The nationwide ‘yellow warning,’ announced late Thursday, comes after weeks of excessive heat in places ranging from Sichuan in the southwest to Shanghai in the Yangtze delta, with government authorities constantly blaming global climate change. The notice falls two notches shy of Beijing’s most extreme warning.
Poyang Lake, one of the Yangtze’s main flood basins in central China’s Jiangxi province, has decreased to a fourth of its typical size for this time of year, according to state news agency Xinhua on Thursday.
According to official broadcaster CCTV, as many as 66 rivers in 34 counties in Chongqing’s southwestern area had dried up.
Rainfall in Chongqing this year is 60% lower than the seasonal average, and soil in numerous areas is badly dehydrated, according to CCTV, citing local government data.
Temperatures in the Beibei district, north of Chongqing’s metropolitan core, reached 45 degrees Celsius (113 degrees Fahrenheit) on Thursday, according to China’s meteorological agency.
Chongqing had six of the top ten warmest spots in the country on Friday morning, with temperatures in the Bishan district already surpassing 39 degrees Celsius. The temperature in Shanghai was already 37 degrees.
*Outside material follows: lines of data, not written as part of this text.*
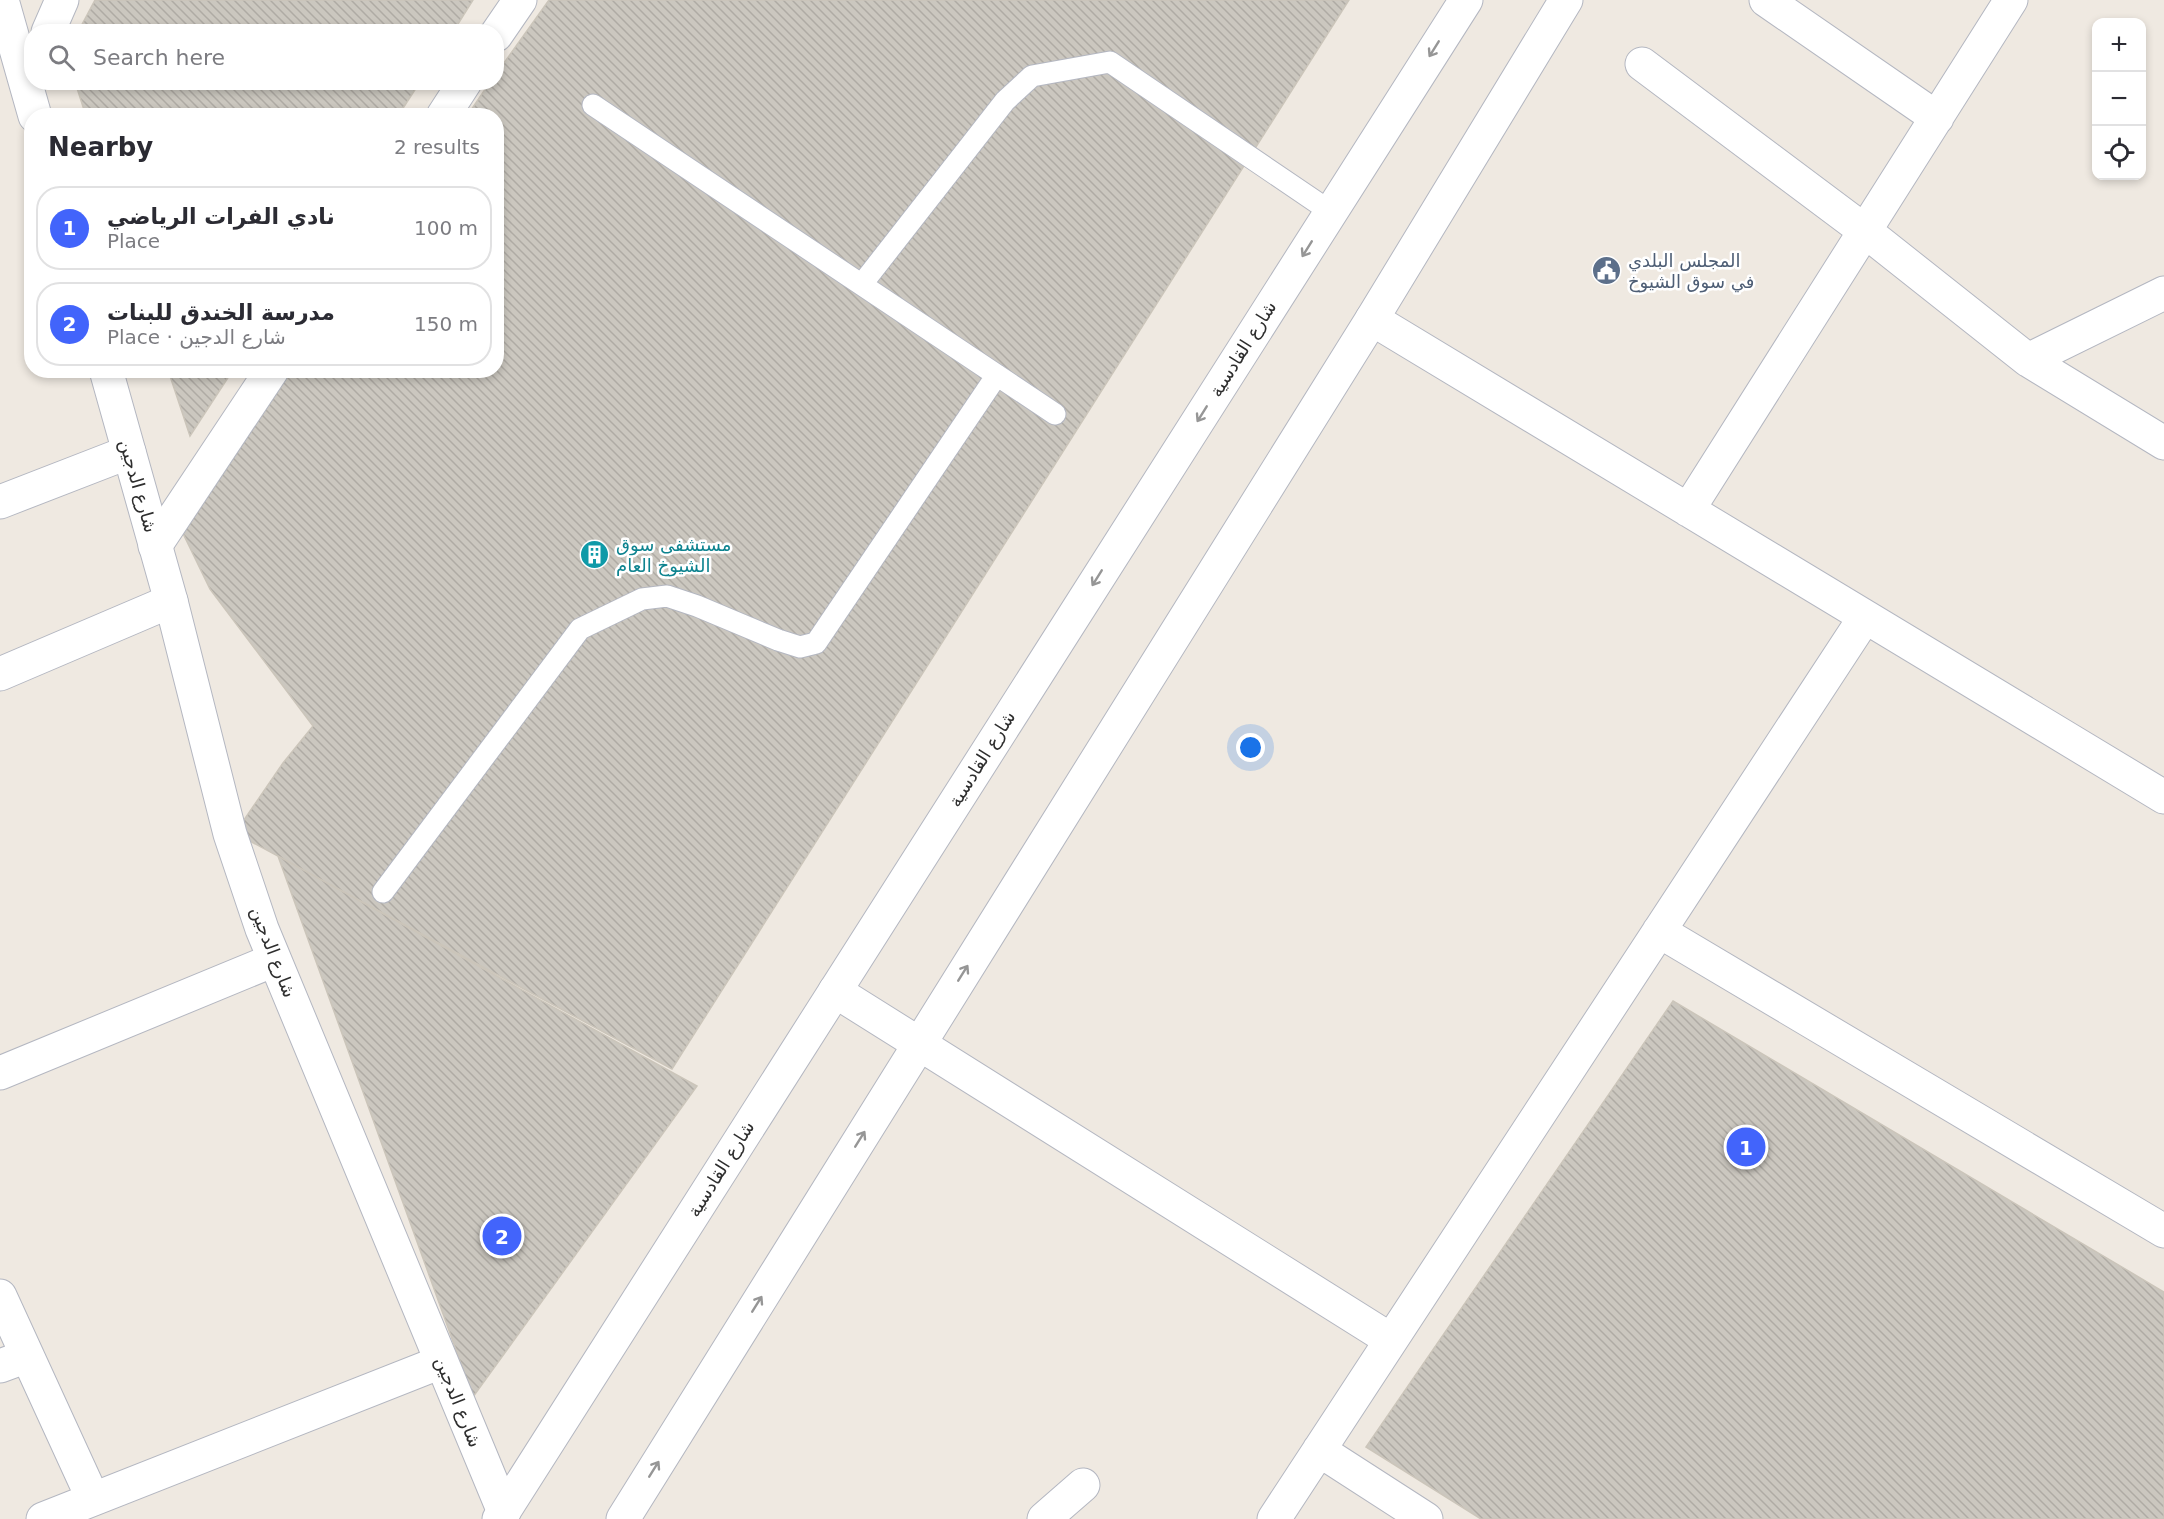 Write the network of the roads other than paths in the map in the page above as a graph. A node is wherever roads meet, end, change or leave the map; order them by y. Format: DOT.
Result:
graph roads {
  1 [pos="2,0"];
  2 [pos="62,0"];
  3 [pos="520,0"];
  4 [pos="1466,0"];
  5 [pos="1566,0"];
  6 [pos="1766,0"];
  7 [pos="2011,0"];
  8 [pos="52,24"];
  9 [pos="504,24"];
  10 [pos="24,62"];
  11 [pos="1642,64"];
  12 [pos="31,90"];
  13 [pos="460,90"];
  14 [pos="593,105"];
  15 [pos="34,108"];
  16 [pos="448,108"];
  17 [pos="1937,118"];
  18 [pos="1331,212"];
  19 [pos="1865,231"];
  20 [pos="862,284"];
  21 [pos="2164,293"];
  22 [pos="1372,319"];
  23 [pos="2028,360"];
  24 [pos="997,375"];
  25 [pos="108,378"];
  26 [pos="267,378"];
  27 [pos="1055,414"];
  28 [pos="2164,443"];
  29 [pos="129,452"];
  30 [pos="0,502"];
  31 [pos="1688,510"];
  32 [pos="155,546"];
  33 [pos="171,601"];
  34 [pos="1865,617"];
  35 [pos="0,674"];
  36 [pos="2164,797"];
  37 [pos="383,892"];
  38 [pos="1659,931"];
  39 [pos="274,960"];
  40 [pos="835,991"];
  41 [pos="919,1045"];
  42 [pos="0,1072"];
  43 [pos="2164,1230"];
  44 [pos="0,1296"];
  45 [pos="1391,1340"];
  46 [pos="14,1361"];
  47 [pos="441,1362"];
  48 [pos="1319,1450"];
  49 [pos="1083,1485"];
  50 [pos="93,1499"];
  51 [pos="502,1516"];
  52 [pos="43,1519"];
  53 [pos="623,1519"];
  54 [pos="1044,1519"];
  55 [pos="1274,1519"];
  56 [pos="1426,1519"];
  1 -- 10 [label="street"];
  2 -- 8 [label="street"];
  3 -- 9 [label="street"];
  4 -- 18 [label="street, شارع القادسية, one-way"];
  5 -- 22 [label="street"];
  6 -- 17 [label="street"];
  7 -- 17 [label="street"];
  11 -- 19 [label="street"];
  12 -- 15 [label="street"];
  13 -- 16 [label="street"];
  14 -- 20 [label="lane"];
  17 -- 19 [label="street"];
  18 -- 20 [label="lane"];
  18 -- 40 [label="street, شارع القادسية, one-way"];
  19 -- 23 [label="street"];
  19 -- 31 [label="street"];
  20 -- 24 [label="lane"];
  21 -- 23 [label="street"];
  22 -- 31 [label="street"];
  41 -- 22 [label="street, one-way"];
  23 -- 28 [label="street"];
  24 -- 27 [label="lane"];
  24 -- 37 [label="lane"];
  25 -- 29 [label="street, شارع الدجين"];
  26 -- 32 [label="street"];
  29 -- 30 [label="street"];
  29 -- 32 [label="street, شارع الدجين"];
  31 -- 34 [label="street"];
  32 -- 33 [label="street, شارع الدجين"];
  33 -- 35 [label="street"];
  33 -- 39 [label="street, شارع الدجين"];
  34 -- 36 [label="street"];
  34 -- 38 [label="street"];
  38 -- 43 [label="street"];
  38 -- 45 [label="street"];
  39 -- 42 [label="street"];
  39 -- 47 [label="street, شارع الدجين"];
  40 -- 41 [label="street"];
  40 -- 51 [label="street, شارع القادسية"];
  41 -- 45 [label="street"];
  53 -- 41 [label="street, one-way"];
  44 -- 46 [label="street"];
  45 -- 48 [label="street"];
  46 -- 50 [label="street"];
  47 -- 50 [label="street"];
  47 -- 51 [label="street, شارع الدجين"];
  48 -- 55 [label="street"];
  48 -- 56 [label="street"];
  49 -- 54 [label="street"];
  50 -- 52 [label="street"];
}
The infrastructure and emergency services in the Chongqing region have been put under growing strain, with firefighters on high alert as mountain and forest fires erupted across the region. Heatstroke instances have also increased, according to state media.
The gas provider in the Fulling district also informed customers on Friday that supplies will be turned off until further notice due to “severe safety issues.”
The Chongqing agriculture bureau has also formed specialist teams to preserve sensitive crops and increase planting to make up for losses before the autumn harvest.
To guarantee that supplies do not run out, the water resources ministry has directed drought-stricken agricultural regions to create rotas regulating who may use supplies at any one moment.
According to figures released late Thursday by China’s emergency ministry, high temperatures in July alone resulted in direct economic losses of 2.73 billion yuan ($400 million), affecting 5.5 million people.
Meanwhile, China’s National Meteorological Center (NMC) issued a high-temperature red alert for the 30th straight day on Friday, according to its Weibo channel. State forecasts also projected that the current heatwave would not end until August 26.
According to the meteorological service’s daily report, 4.5 million square kilometers of national territory – about half of the country’s entire size – have now experienced temperatures of 35 degrees Celsius or above during the last month, with more than 200 weather stations reaching record highs.